What you are asked to do: Each line in the records below that has the word "paths" should be copied.

Available data:
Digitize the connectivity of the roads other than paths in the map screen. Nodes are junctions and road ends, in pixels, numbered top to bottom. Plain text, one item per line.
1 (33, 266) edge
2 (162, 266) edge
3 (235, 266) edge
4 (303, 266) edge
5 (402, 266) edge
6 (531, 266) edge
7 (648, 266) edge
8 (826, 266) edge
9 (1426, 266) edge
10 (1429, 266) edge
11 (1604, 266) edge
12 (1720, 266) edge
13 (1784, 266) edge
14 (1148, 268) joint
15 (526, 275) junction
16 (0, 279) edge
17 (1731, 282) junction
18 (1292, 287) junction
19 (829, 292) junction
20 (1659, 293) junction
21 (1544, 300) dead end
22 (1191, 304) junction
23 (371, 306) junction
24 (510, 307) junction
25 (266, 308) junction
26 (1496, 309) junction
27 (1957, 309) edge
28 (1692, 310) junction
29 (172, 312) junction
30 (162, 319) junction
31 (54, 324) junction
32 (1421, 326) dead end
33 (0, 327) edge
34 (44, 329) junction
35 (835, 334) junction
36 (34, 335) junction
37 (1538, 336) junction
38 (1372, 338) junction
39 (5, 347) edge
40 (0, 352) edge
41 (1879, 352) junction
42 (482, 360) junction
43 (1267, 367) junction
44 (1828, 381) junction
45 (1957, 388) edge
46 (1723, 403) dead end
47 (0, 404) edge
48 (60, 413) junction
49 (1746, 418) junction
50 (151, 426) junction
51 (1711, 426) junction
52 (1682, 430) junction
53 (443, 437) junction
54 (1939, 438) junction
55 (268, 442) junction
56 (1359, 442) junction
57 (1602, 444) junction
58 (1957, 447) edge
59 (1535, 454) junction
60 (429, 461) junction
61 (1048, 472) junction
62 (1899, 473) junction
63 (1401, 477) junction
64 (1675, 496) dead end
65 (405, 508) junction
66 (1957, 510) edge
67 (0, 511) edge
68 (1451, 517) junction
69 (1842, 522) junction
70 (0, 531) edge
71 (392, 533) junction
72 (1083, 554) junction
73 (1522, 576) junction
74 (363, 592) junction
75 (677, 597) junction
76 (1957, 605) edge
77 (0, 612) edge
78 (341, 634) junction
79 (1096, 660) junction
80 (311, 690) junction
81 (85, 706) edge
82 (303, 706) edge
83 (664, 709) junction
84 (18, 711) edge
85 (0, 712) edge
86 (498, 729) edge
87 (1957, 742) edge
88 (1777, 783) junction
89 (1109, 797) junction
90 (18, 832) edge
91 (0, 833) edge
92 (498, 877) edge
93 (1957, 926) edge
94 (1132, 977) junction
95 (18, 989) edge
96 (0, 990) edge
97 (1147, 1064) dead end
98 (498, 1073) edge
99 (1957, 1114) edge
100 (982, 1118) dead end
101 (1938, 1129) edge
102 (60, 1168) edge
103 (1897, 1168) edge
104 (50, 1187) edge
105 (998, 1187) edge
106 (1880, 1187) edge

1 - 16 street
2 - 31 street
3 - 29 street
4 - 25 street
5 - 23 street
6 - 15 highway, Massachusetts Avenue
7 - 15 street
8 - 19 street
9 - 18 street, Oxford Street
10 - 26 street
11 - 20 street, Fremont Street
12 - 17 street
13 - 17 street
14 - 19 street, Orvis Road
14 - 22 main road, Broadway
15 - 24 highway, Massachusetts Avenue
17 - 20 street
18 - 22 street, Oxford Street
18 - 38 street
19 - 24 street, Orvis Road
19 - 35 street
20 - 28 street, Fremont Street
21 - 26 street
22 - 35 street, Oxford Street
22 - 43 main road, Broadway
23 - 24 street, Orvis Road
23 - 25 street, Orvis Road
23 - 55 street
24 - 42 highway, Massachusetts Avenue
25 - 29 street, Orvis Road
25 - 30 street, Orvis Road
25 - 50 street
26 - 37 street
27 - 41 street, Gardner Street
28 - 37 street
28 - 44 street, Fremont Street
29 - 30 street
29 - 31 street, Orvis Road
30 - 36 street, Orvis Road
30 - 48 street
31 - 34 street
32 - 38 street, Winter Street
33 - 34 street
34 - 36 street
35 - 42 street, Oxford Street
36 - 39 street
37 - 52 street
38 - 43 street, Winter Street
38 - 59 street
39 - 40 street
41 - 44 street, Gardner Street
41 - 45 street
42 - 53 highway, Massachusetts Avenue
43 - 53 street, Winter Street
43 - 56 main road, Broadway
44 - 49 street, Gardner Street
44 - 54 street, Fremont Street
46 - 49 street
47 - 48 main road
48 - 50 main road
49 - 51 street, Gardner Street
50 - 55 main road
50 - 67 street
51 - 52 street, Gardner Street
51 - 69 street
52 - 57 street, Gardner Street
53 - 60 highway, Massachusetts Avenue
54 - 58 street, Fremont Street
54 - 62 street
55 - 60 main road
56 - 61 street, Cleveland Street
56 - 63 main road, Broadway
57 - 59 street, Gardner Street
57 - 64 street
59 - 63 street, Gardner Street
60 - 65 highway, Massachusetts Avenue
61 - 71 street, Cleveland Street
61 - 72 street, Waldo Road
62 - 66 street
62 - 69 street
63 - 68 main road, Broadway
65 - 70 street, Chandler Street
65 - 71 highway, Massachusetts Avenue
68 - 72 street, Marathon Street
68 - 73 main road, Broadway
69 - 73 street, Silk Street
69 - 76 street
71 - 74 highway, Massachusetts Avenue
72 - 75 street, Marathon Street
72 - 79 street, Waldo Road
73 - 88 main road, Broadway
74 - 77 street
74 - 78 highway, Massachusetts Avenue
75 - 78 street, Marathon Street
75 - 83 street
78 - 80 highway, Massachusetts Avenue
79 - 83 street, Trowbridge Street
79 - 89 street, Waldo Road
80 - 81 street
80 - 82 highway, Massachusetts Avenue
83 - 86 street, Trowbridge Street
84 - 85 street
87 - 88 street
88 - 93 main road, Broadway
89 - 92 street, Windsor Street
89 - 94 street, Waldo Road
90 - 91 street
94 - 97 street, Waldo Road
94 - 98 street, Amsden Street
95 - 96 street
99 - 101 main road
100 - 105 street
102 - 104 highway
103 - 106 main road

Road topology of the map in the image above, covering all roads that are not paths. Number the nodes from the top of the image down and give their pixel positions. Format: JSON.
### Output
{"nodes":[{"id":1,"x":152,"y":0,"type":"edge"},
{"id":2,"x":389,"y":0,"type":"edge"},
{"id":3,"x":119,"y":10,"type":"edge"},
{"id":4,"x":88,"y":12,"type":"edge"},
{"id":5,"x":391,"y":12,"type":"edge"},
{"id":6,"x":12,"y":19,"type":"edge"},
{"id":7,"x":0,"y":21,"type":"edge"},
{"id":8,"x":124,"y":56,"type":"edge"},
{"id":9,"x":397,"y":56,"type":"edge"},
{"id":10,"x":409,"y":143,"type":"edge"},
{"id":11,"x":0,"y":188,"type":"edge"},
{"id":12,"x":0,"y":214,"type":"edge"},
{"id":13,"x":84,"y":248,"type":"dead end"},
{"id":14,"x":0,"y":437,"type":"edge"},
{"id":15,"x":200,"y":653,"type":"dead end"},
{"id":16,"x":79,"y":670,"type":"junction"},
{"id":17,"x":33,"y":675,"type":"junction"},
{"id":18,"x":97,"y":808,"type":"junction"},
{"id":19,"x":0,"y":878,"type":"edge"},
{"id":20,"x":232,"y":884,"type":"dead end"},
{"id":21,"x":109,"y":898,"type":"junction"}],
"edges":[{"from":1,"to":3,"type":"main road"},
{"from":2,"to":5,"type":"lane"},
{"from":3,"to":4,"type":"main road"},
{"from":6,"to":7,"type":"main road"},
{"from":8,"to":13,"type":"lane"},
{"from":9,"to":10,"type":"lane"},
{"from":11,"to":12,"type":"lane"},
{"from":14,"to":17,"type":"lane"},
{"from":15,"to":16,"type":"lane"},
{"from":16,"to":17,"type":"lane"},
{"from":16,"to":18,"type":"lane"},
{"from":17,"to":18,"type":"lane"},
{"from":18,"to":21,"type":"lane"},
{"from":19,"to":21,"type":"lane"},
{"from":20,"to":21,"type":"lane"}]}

Worked solution:
Digitize the connectivity of the roads other than paths in the map screen. Nodes are junctions and road ends, in pixels, numbered top to bottom. Plain text, one item per line.
Road topology of the map in the image above, covering all roads that are not paths. Number the nodes from the top of the image down and give their pixel positions. Format: JSON.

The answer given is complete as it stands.